# WHAT YOU WILL DO
All lines of the records below that contain the word "paths" must be listed.
::: THE DATA
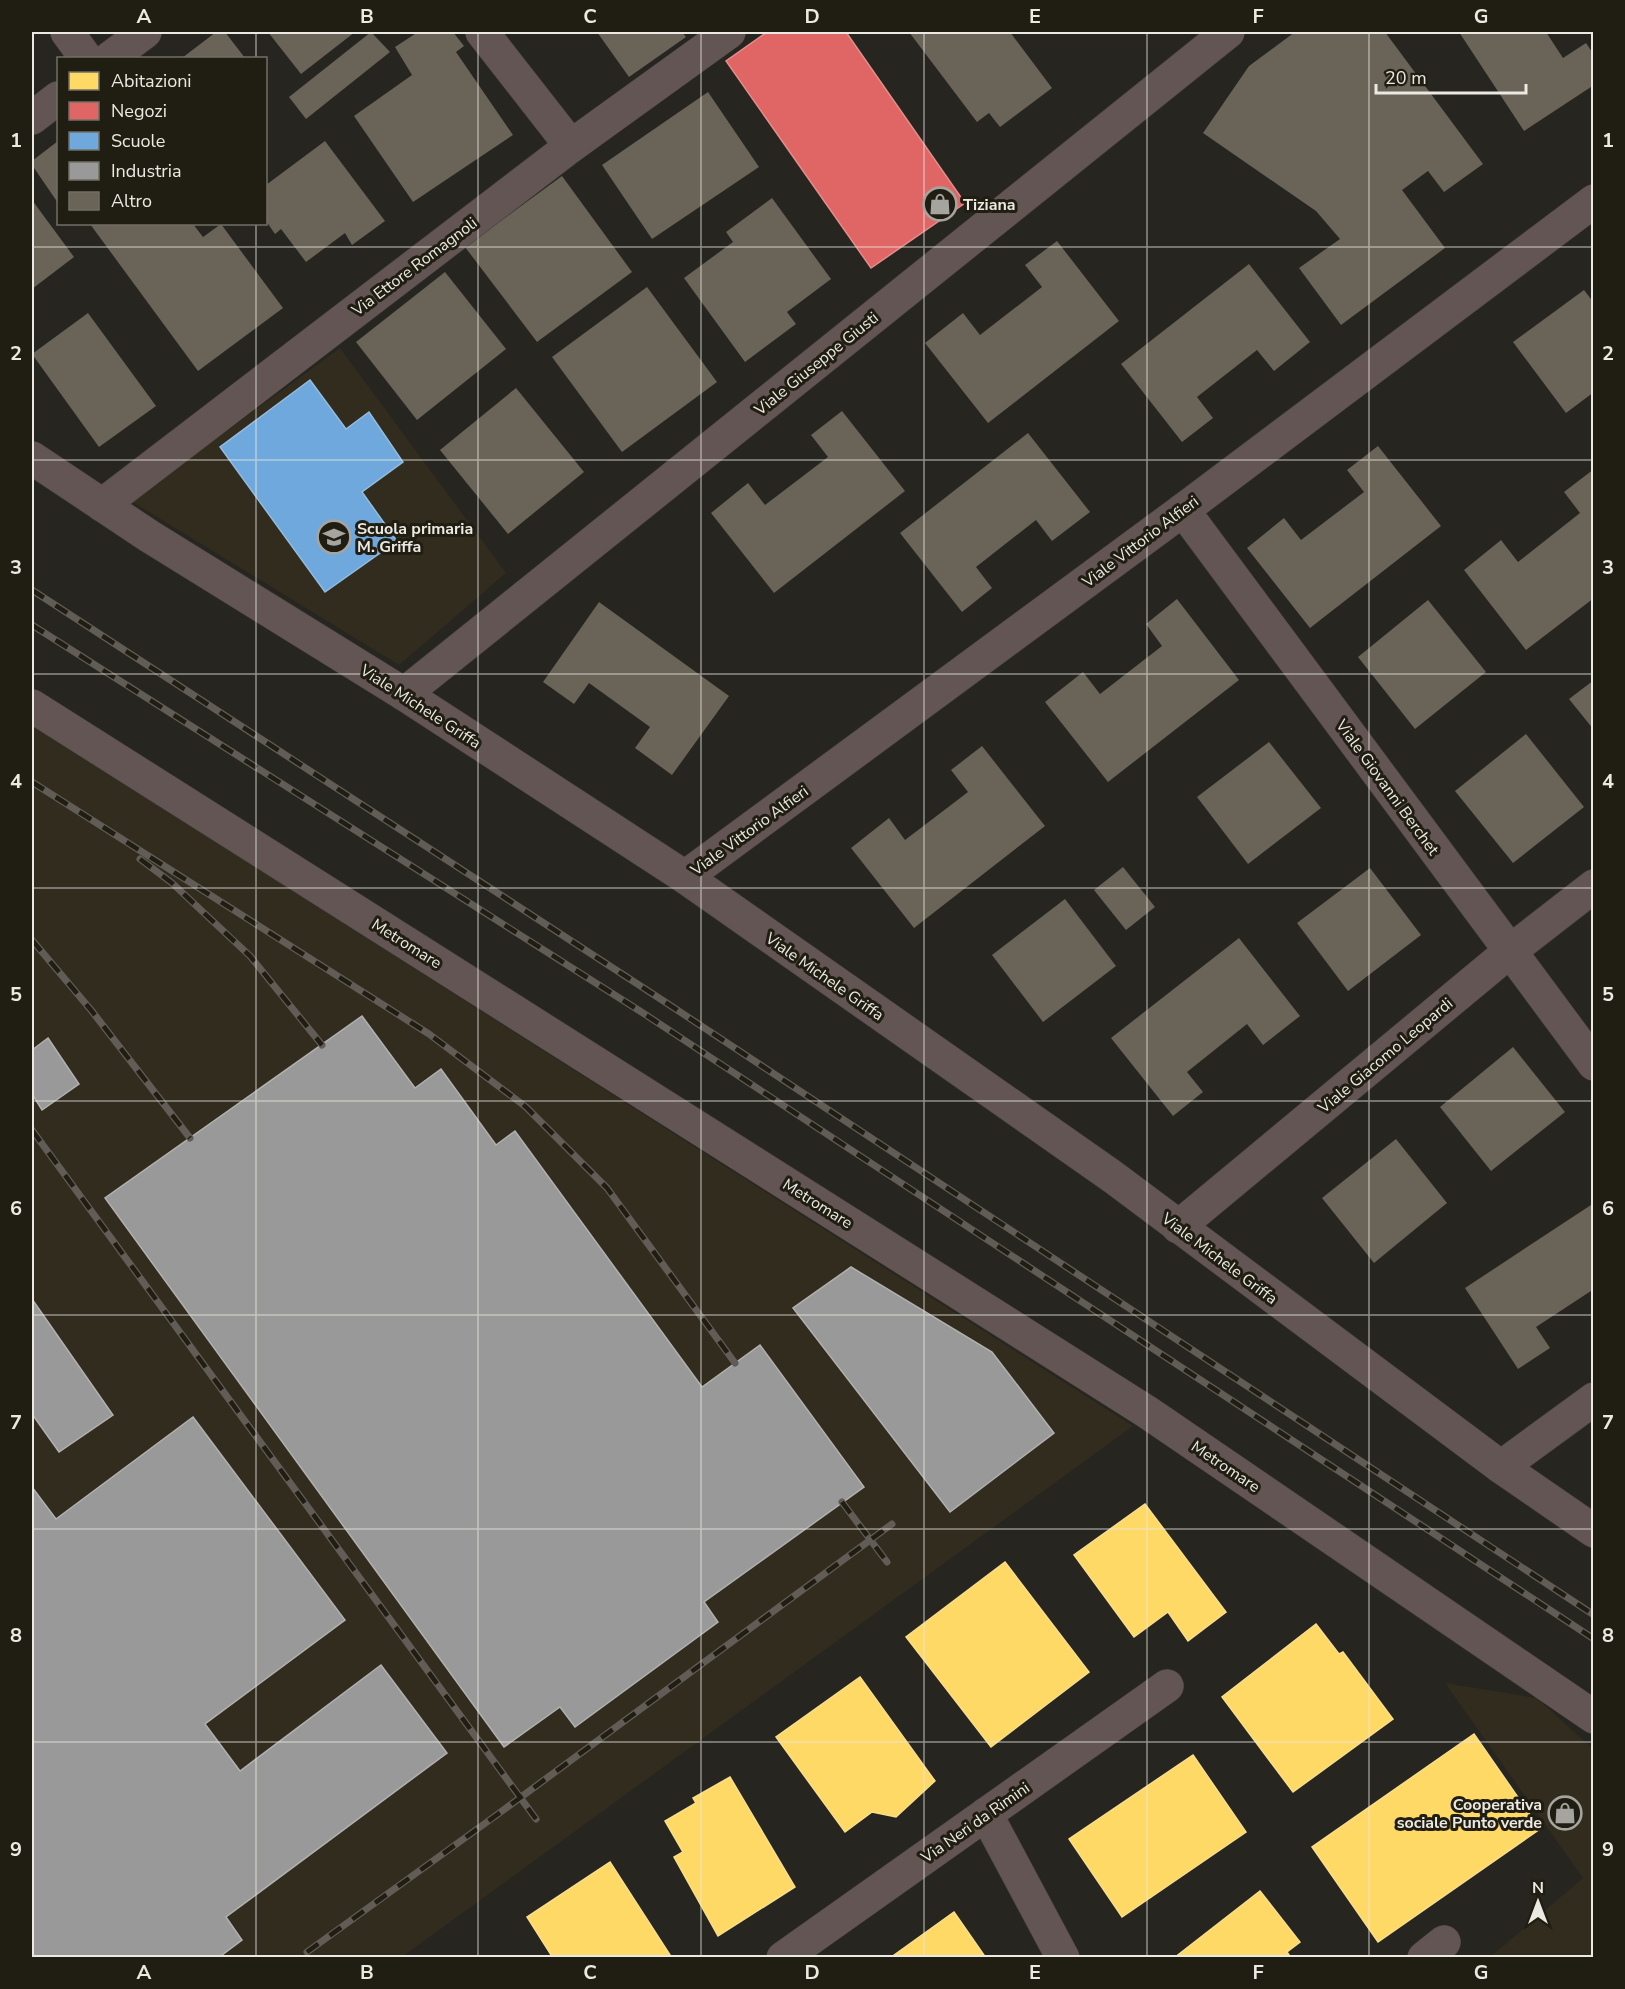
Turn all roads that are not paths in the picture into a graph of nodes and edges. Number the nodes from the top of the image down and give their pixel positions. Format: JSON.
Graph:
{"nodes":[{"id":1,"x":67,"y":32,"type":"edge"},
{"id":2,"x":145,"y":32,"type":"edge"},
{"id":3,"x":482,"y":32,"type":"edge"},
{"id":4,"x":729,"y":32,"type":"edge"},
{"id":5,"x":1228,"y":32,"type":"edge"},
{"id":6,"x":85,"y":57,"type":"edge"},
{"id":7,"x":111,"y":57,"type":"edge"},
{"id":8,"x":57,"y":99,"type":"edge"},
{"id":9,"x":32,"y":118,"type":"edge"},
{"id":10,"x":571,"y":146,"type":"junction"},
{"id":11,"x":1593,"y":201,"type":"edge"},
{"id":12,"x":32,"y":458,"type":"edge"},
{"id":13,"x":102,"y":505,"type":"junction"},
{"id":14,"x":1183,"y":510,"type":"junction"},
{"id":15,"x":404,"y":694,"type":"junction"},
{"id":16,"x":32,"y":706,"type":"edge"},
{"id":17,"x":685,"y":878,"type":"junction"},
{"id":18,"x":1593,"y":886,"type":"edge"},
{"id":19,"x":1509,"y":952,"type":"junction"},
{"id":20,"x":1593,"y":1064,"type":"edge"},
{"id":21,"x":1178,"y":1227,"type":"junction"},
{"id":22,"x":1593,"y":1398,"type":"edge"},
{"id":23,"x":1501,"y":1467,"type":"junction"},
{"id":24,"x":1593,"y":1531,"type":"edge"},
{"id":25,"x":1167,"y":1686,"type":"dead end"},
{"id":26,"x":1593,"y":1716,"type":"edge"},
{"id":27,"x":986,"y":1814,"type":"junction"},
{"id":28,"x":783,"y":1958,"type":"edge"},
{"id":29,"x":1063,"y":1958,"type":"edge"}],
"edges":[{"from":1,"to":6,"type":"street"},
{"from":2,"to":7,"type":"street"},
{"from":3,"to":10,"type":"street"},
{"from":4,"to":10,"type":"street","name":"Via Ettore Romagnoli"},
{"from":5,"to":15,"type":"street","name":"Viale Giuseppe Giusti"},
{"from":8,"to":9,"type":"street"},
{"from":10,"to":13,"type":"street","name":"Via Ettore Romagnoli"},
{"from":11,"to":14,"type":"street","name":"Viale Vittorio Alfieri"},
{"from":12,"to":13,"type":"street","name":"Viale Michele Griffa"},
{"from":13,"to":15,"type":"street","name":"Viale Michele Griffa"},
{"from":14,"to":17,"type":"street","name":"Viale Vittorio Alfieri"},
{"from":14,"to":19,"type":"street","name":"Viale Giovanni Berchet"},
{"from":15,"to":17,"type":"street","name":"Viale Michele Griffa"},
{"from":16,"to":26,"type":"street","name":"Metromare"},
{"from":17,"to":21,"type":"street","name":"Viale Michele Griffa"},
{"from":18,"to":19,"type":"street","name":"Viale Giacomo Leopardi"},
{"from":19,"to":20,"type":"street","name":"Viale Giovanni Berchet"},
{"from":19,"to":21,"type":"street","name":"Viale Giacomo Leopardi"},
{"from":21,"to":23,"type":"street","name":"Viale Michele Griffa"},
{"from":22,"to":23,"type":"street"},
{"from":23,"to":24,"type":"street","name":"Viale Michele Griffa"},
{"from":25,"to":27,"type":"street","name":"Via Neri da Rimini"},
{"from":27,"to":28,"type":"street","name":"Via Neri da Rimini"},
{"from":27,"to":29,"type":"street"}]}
::::::
::: THE DATA
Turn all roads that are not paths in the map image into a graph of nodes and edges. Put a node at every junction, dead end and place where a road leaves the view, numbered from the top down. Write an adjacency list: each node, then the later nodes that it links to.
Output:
::::::
# TASK RESPONSE
Turn all roads that are not paths in the picture into a graph of nodes and edges. Number the nodes from the top of the image down and give their pixel positions. Format: JSON.
Turn all roads that are not paths in the map image into a graph of nodes and edges. Put a node at every junction, dead end and place where a road leaves the view, numbered from the top down. Write an adjacency list: each node, then the later nodes that it links to.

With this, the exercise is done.